What needs to be done
Read through the listing below and copy each line in which the word "node" occurs.

Working data
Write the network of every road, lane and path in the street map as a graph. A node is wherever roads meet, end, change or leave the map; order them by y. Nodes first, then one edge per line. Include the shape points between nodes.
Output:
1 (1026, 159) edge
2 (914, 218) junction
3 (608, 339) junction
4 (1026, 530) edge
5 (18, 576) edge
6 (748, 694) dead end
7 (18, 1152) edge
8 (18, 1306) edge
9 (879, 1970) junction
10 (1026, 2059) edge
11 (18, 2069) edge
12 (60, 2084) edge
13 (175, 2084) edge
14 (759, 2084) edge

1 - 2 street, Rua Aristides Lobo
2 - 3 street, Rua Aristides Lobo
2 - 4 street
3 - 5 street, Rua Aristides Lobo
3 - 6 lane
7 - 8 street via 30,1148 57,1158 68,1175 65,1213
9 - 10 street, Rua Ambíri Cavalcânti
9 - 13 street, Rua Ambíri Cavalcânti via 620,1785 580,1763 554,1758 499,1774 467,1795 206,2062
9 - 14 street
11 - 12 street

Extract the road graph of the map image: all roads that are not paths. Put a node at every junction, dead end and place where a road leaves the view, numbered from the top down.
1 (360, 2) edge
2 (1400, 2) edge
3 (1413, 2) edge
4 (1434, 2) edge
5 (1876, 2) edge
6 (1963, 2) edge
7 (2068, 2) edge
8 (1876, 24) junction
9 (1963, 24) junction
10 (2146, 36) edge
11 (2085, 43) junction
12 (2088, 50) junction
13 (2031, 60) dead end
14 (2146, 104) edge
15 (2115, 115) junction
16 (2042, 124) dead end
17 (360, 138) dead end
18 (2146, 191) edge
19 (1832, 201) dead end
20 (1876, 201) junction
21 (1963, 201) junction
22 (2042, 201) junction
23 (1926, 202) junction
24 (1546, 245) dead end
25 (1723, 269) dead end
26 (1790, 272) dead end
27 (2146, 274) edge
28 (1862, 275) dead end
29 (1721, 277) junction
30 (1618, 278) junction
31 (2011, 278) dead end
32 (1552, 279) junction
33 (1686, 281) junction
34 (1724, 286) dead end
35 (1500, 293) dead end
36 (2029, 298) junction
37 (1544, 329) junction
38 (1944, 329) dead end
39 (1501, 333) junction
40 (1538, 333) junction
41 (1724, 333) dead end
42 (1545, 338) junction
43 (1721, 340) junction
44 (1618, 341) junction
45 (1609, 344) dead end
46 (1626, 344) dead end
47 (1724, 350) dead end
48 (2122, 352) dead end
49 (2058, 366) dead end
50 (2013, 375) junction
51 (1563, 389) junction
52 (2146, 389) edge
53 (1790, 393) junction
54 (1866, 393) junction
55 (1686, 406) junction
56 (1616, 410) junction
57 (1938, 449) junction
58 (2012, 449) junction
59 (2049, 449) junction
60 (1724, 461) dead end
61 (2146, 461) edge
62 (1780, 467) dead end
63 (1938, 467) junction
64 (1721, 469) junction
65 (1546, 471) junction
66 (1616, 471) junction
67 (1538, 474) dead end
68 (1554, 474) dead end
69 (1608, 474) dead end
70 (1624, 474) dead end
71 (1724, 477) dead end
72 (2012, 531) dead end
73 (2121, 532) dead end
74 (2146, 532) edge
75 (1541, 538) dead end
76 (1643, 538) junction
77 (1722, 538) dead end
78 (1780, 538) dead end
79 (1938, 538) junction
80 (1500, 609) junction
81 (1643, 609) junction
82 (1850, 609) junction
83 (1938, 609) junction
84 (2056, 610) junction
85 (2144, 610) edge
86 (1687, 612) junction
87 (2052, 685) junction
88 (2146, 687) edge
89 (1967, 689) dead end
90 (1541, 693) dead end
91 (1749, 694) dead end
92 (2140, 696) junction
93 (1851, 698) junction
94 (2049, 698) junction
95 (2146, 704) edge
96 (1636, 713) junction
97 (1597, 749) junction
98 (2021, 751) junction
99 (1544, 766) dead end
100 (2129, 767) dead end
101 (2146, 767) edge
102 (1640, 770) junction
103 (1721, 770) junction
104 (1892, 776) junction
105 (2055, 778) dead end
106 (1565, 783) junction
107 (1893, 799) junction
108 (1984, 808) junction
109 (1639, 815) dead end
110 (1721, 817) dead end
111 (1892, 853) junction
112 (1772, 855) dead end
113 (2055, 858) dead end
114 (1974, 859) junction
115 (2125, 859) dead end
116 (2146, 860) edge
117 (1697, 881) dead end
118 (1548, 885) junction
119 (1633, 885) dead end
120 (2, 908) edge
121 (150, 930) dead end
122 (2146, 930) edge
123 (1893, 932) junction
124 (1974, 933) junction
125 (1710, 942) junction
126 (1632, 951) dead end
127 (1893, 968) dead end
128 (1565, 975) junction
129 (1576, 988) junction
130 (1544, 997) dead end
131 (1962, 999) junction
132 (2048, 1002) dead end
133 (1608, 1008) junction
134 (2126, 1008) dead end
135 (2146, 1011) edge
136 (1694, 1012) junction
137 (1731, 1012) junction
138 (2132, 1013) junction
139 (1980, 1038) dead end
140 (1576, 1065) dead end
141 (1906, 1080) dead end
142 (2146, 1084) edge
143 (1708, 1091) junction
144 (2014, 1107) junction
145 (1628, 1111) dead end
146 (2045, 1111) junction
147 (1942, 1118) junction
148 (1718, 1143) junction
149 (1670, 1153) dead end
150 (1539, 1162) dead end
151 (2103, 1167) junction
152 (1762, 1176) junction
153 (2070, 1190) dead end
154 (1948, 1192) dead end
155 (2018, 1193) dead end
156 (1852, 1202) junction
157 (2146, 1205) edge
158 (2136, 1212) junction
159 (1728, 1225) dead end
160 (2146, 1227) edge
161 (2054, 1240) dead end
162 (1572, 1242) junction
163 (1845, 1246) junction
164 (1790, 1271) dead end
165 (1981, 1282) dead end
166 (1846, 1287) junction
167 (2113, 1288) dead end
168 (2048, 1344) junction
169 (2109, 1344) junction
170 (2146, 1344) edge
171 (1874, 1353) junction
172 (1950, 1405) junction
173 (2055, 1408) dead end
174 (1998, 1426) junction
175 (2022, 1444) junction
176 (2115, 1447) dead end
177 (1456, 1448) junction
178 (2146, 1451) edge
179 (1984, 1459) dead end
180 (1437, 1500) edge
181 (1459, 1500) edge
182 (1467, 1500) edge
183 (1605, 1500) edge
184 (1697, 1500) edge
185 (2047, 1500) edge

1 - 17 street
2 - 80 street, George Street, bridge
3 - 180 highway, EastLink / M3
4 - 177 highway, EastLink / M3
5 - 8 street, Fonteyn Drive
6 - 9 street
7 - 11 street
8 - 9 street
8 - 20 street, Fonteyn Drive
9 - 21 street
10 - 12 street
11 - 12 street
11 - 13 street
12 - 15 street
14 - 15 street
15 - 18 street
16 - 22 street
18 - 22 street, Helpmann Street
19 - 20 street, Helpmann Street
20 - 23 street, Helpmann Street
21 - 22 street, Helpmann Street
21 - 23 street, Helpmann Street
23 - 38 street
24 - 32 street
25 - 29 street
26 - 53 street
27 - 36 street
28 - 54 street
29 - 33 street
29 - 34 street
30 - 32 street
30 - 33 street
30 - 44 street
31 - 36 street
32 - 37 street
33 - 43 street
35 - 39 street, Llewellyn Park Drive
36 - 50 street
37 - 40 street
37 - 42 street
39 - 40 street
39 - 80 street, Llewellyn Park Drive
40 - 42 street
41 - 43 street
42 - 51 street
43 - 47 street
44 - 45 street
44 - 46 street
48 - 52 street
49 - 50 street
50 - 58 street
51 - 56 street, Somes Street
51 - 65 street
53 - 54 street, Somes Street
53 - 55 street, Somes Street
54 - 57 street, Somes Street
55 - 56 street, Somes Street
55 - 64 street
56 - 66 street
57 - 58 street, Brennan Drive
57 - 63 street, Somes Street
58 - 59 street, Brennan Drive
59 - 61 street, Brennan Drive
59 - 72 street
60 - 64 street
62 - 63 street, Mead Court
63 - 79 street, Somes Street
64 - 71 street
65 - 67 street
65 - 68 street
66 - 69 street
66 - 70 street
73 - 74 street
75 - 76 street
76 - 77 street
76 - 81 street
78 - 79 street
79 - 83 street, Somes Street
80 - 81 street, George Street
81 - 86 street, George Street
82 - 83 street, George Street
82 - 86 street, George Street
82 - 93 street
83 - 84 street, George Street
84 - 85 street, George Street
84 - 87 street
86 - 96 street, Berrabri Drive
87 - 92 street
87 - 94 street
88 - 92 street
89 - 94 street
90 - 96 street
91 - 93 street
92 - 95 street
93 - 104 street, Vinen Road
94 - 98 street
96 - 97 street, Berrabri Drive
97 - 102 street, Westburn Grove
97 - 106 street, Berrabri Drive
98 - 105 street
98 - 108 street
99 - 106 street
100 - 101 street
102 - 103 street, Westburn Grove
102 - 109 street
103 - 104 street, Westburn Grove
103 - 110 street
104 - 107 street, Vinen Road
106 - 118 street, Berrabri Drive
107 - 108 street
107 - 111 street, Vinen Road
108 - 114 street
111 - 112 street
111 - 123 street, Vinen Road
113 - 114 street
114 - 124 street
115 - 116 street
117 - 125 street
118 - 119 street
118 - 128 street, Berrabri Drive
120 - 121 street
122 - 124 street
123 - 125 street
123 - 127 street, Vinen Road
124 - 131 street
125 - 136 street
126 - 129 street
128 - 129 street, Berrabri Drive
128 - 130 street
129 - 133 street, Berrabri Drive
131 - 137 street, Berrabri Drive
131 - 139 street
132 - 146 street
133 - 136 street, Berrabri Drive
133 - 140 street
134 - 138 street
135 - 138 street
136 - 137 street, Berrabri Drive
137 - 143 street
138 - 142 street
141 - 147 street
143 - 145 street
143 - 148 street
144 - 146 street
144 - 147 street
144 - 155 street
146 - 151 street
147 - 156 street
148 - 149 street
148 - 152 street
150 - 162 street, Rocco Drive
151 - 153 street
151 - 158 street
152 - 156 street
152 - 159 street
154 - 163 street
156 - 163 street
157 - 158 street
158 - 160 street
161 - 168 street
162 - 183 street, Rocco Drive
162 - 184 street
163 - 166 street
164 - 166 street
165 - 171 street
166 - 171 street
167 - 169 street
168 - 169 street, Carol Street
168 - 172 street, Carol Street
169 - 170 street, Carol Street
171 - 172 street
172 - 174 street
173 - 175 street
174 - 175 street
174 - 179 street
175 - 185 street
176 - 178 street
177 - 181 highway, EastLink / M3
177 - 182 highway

Expected output
Write the network of every road, lane and path in the street map as a graph. A node is wherever roads meet, end, change or leave the map; order them by y. Nodes first, then one edge per line. Include the shape points between nodes.
Extract the road graph of the map image: all roads that are not paths. Put a node at every junction, dead end and place where a road leaves the view, numbered from the top down.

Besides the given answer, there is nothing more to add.